# [Problem description]
From the listing below, pull out the lines that hold "Putnam".

# [Information supplied]
*****

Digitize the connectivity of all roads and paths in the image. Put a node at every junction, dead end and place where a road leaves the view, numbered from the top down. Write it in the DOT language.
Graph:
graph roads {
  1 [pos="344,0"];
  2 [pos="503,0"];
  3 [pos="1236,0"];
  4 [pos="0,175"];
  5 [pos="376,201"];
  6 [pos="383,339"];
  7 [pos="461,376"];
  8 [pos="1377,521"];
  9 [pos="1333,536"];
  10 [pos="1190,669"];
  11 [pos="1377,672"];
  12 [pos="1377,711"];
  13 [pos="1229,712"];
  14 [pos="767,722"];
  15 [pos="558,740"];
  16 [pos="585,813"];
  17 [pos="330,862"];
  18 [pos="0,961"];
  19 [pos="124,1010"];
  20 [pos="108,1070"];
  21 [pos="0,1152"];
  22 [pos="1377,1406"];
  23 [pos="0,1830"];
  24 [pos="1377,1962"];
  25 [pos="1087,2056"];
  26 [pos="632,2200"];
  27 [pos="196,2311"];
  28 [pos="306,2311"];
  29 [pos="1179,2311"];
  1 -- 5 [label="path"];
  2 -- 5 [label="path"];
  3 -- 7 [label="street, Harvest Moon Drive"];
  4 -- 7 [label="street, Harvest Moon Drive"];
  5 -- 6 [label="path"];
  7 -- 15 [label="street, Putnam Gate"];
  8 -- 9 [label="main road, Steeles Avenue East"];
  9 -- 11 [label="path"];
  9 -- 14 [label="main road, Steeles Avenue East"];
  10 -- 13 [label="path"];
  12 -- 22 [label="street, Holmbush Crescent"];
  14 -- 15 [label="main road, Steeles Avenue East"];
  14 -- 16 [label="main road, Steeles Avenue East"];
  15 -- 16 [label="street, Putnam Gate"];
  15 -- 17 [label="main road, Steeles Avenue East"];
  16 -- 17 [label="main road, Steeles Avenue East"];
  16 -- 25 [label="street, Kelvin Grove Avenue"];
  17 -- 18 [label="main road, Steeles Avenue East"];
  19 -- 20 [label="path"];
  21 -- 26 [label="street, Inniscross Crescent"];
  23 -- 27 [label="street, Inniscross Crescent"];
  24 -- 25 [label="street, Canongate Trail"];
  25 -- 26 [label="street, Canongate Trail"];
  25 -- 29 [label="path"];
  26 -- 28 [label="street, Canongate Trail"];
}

*****

# [Task response]
  7 -- 15 [label="street, Putnam Gate"];
  15 -- 16 [label="street, Putnam Gate"];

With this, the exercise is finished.